In November 2022, The Daily Wire announced a television adaptation for DailyWire+. The resulting seven-episode series, The Pendragon Cycle: Rise of the Merlin, premiered in January 2026.

== Overview ==
The series is a work of fiction that takes place in the fourth, fifth, and sixth centuries and attempts to present the Arthurian legends in a historical setting while presenting the story with a reality the reader can connect with. Lawhead bases his stories on the Mabinogion, the History of the Kings of Britain and other works of Geoffrey of Monmouth, the writings of Taliesin, Gildas, and Nennius, and several other legends that he interweaves into the Arthurian legend.

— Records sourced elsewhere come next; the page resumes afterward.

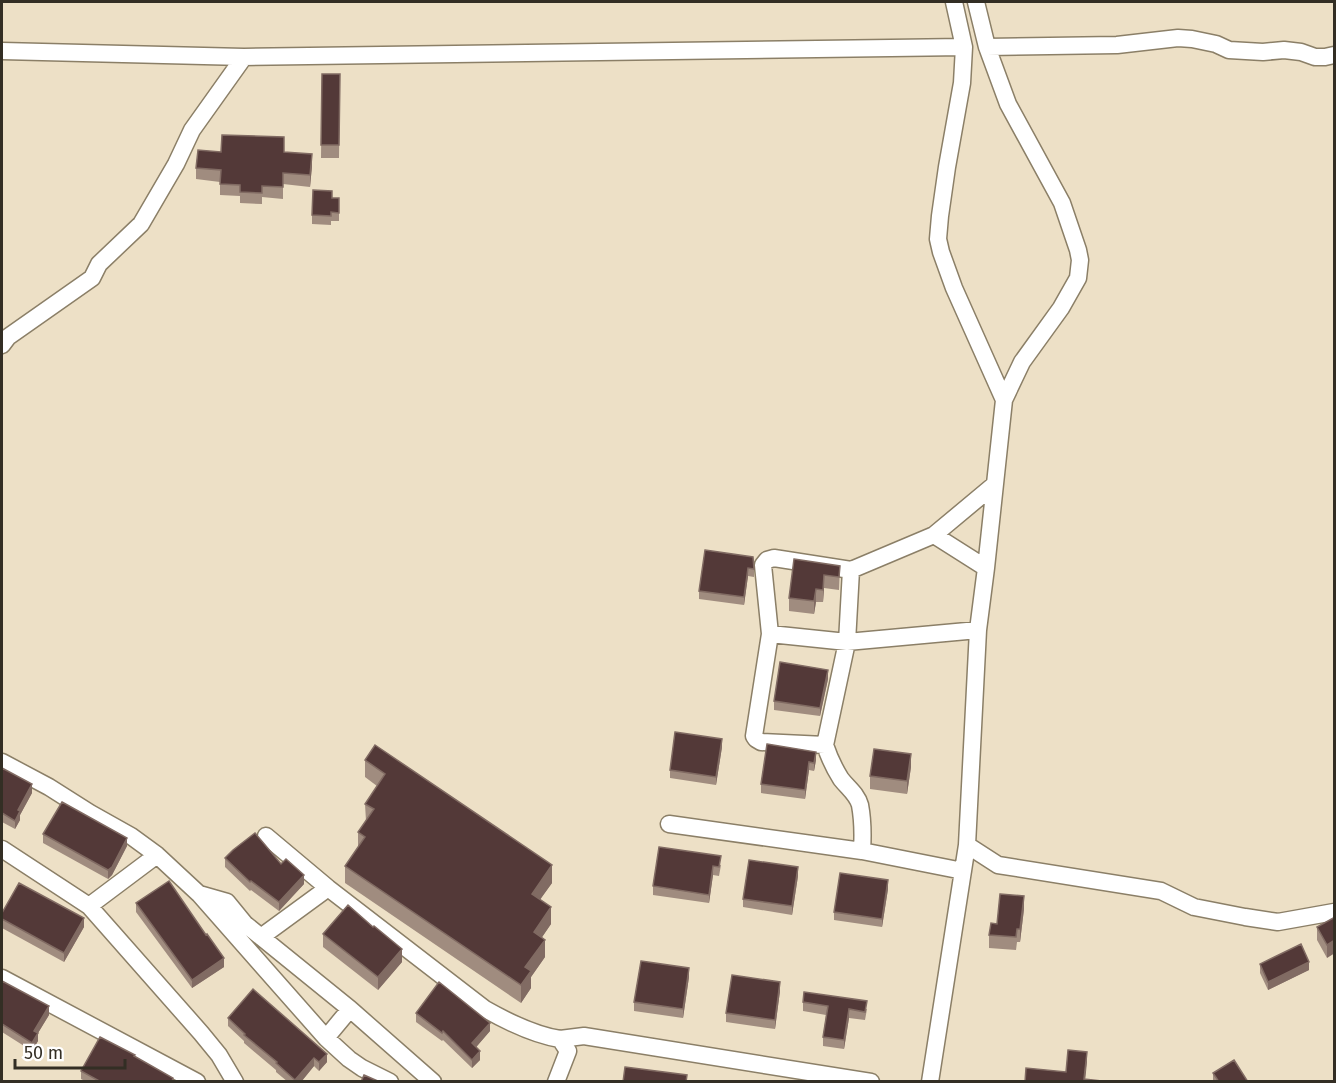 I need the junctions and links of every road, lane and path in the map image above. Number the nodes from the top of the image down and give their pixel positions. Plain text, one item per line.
1 (954, 2) edge
2 (976, 2) edge
3 (964, 47) junction
4 (987, 47) junction
5 (2, 51) edge
6 (1335, 55) edge
7 (244, 57) junction
8 (2, 345) edge
9 (1004, 400) junction
10 (994, 485) junction
11 (934, 535) junction
12 (986, 568) junction
13 (851, 570) junction
14 (978, 630) junction
15 (770, 634) junction
16 (847, 642) junction
17 (825, 745) junction
18 (2, 762) edge
19 (669, 825) dead end
20 (266, 836) dead end
21 (967, 845) junction
22 (2, 849) edge
23 (862, 851) junction
24 (157, 855) junction
25 (963, 871) junction
26 (328, 888) junction
27 (199, 894) junction
28 (89, 906) junction
29 (1335, 912) edge
30 (261, 937) junction
31 (2, 978) edge
32 (350, 1010) junction
33 (326, 1038) junction
34 (564, 1045) junction
35 (197, 1082) edge
36 (235, 1082) edge
37 (390, 1082) edge
38 (433, 1082) edge
39 (556, 1082) edge
40 (871, 1082) edge
41 (930, 1082) edge

1 - 3 street
2 - 4 street
3 - 7 street
3 - 9 street
4 - 6 street
4 - 9 street
5 - 7 street
7 - 8 street
9 - 10 street
10 - 11 street
10 - 12 street
11 - 12 street
11 - 13 street
12 - 14 street
13 - 15 street
13 - 16 street
14 - 16 street
14 - 21 street
15 - 16 street
15 - 17 street
16 - 17 street
17 - 23 street
18 - 24 street
19 - 23 street
20 - 26 street
21 - 25 street
21 - 29 street
22 - 28 street
23 - 25 street
24 - 27 street
24 - 28 street
25 - 41 street
26 - 30 street
26 - 34 street
27 - 30 street
27 - 33 street
28 - 36 street
30 - 32 street
31 - 35 street
32 - 33 street
32 - 38 street
33 - 37 street
34 - 39 street
34 - 40 street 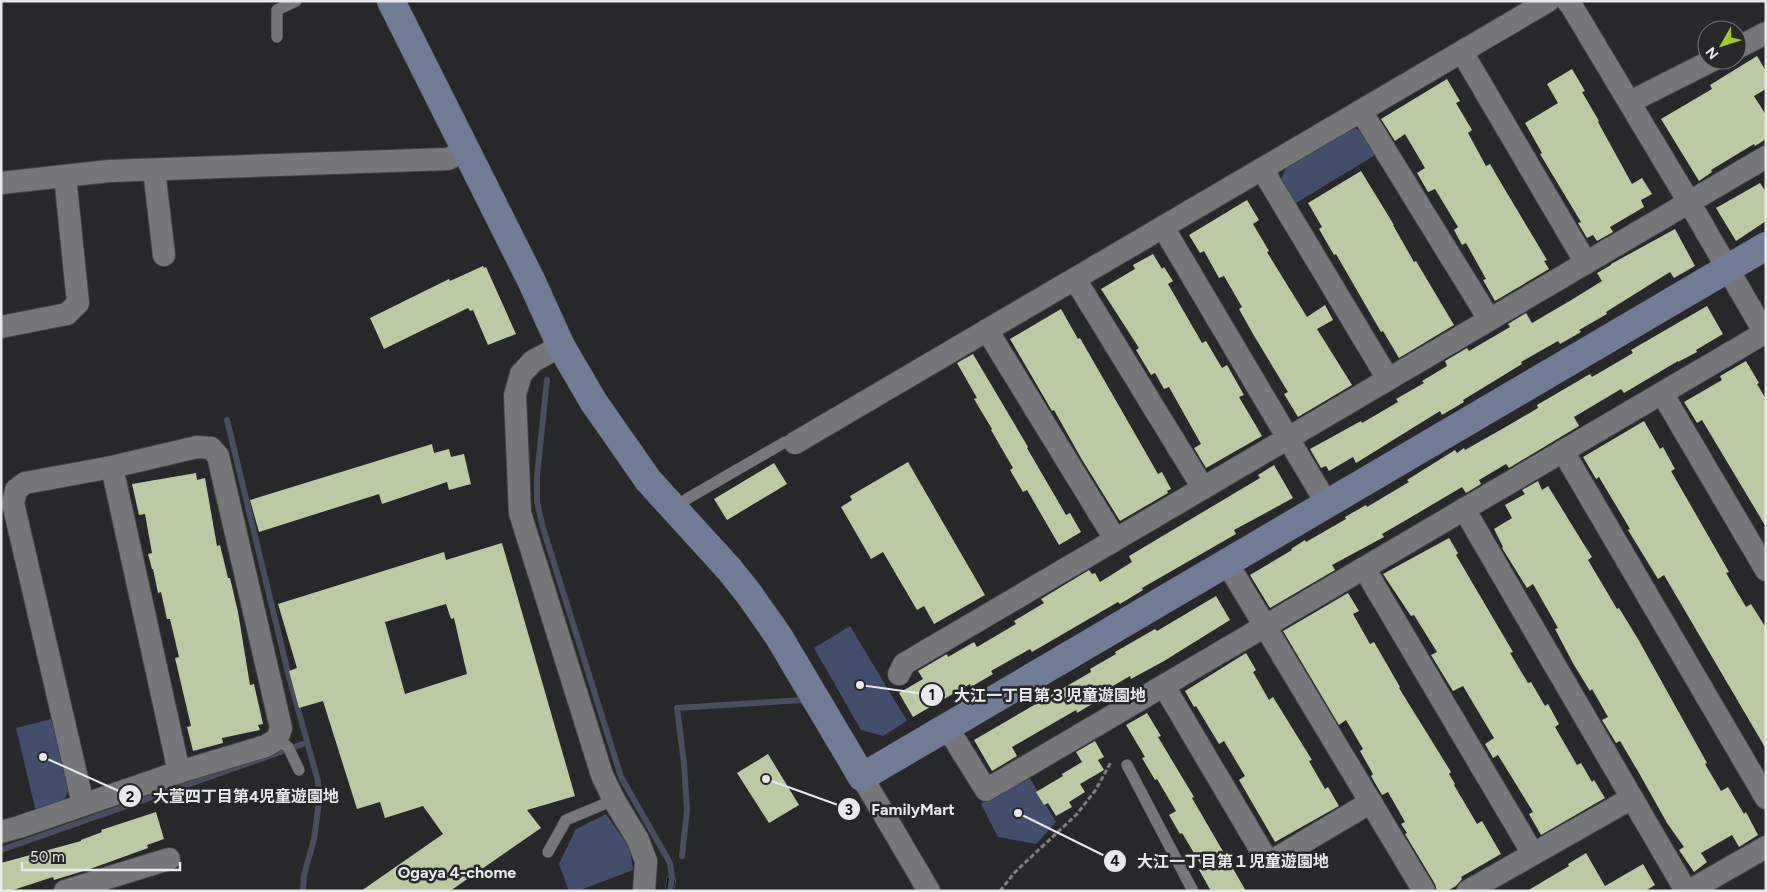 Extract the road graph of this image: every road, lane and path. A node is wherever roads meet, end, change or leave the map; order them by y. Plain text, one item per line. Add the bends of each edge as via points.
1 (296, 1) edge
2 (391, 1) edge
3 (1548, 1) edge
4 (1567, 1) edge
5 (1766, 33) edge
6 (278, 37) dead end
7 (1747, 43) edge
8 (1462, 52) junction
9 (1697, 68) edge
10 (1630, 102) junction
11 (1362, 111) junction
12 (466, 150) junction
13 (1766, 156) edge
14 (1262, 169) junction
15 (154, 170) junction
16 (65, 176) junction
17 (1, 183) edge
18 (1689, 202) junction
19 (1163, 227) junction
20 (1766, 246) edge
21 (164, 255) dead end
22 (1586, 263) junction
23 (1728, 269) junction
24 (1075, 279) junction
25 (1489, 319) junction
26 (1, 327) edge
27 (988, 330) junction
28 (1765, 333) edge
29 (561, 346) junction
30 (1388, 379) junction
31 (1662, 393) junction
32 (1289, 437) junction
33 (796, 443) joint
34 (1563, 451) junction
35 (112, 467) junction
36 (1203, 488) junction
37 (1327, 504) junction
38 (672, 508) junction
39 (1464, 510) junction
40 (1115, 540) junction
41 (1227, 563) junction
42 (1364, 568) junction
43 (1766, 570) edge
44 (1264, 627) junction
45 (900, 674) dead end
46 (1164, 686) junction
47 (946, 727) junction
48 (286, 747) junction
49 (1111, 762) dead end
50 (1127, 765) dead end
51 (299, 770) dead end
52 (179, 772) junction
53 (862, 777) junction
54 (1632, 798) junction
55 (1766, 798) edge
56 (614, 800) junction
57 (1371, 802) junction
58 (83, 804) junction
59 (1, 832) edge
60 (1766, 847) edge
61 (548, 852) dead end
62 (1533, 854) junction
63 (169, 859) dead end
64 (113, 884) edge
65 (65, 891) edge
66 (644, 891) edge
67 (929, 891) edge
68 (1000, 891) edge
69 (1193, 891) edge
70 (1424, 891) edge
71 (1468, 891) edge
72 (1687, 891) edge

1 - 6 lane via 277,10
2 - 12 street
3 - 8 street
4 - 10 street
5 - 7 street
8 - 11 street
8 - 22 street
9 - 10 street
10 - 18 street
11 - 14 street
11 - 25 street
12 - 15 street via 448,159
12 - 29 street
13 - 18 street
14 - 19 street
14 - 30 street
15 - 16 street
15 - 21 street
16 - 17 street
16 - 26 street via 78,303 67,314
18 - 22 street
18 - 23 street
19 - 24 street
19 - 32 street
20 - 23 street
22 - 25 street
23 - 28 street
23 - 37 street
24 - 27 street
24 - 36 street
25 - 30 street
27 - 33 street
27 - 40 street
28 - 31 street
29 - 38 street via 614,432
29 - 56 street via 533,361 521,374 515,396 520,513 602,775
30 - 32 street
31 - 34 street
31 - 43 street
32 - 36 street
32 - 37 street
33 - 38 lane via 785,442
34 - 39 street
34 - 55 street
35 - 48 street via 197,446 210,448 218,456
35 - 52 street
35 - 58 street via 25,484 16,490 13,503
36 - 40 street
37 - 41 street
38 - 53 street via 749,594 779,637
39 - 42 street
39 - 54 street
40 - 45 street via 904,664
41 - 44 street
41 - 47 street
42 - 44 street
42 - 62 street
44 - 46 street
44 - 57 street
46 - 47 street via 986,790
46 - 57 street via 1266,857 1275,859
47 - 53 street
48 - 51 lane
48 - 52 street via 266,746
49 - 68 path via 1095,791 1076,815 1015,872
50 - 69 lane
52 - 58 street
53 - 67 street
54 - 62 street
54 - 72 street
56 - 61 lane via 566,820
56 - 66 street via 638,840 646,861
57 - 70 street
58 - 59 street
60 - 72 street
62 - 71 street
63 - 64 street
64 - 65 street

The books, with the exception of Taliesin and Avalon, are narrated in the first-person, and, except for Pendragon, Grail, and Avalon, are each split into three sections (Pendragon has four, Grail one, and Avalon five). Merlin and Pendragon are narrated by Myrddin (Merlin). The first third of Arthur is narrated by Pelleas, the second by Bedwyr (Bedivere), and the third by Aneirin/Gildas. Grail is mostly narrated by Gwalchavad (Galahad), with a short narration by Morgian (Morgan le Fay) at the beginning of most chapters. Taliesin follows Taliesin and Charis (the Lady of the Lake), alternating in each chapter; Avalon mostly follows James Stuart (the reborn Arthur), Merlin, and the fictional Prime Minister Thomas Waring.

== Novels ==
===Prequel===
- Aurelia (2025)
===Main series===
1. Taliesin (1987)
2. Merlin (1988)
3. Arthur (1989)
4. Pendragon (1994)
5. Grail (1997)
===Sequel===
- Avalon (1999; AKA Avalon: The Return of King Arthur)

==Plot overview==
=== Taliesin ===
The novel tells of the fall of Atlantis, the subsequent travel of Princess Charis and her family to Ynys Prydein (Britain), and the discovery and training of Taliesin as a druid/bard. The two meet and marry, and Myrddin (Merlin) is born just weeks before a tragedy brought about by Charis' jealous half-sister, Morgian.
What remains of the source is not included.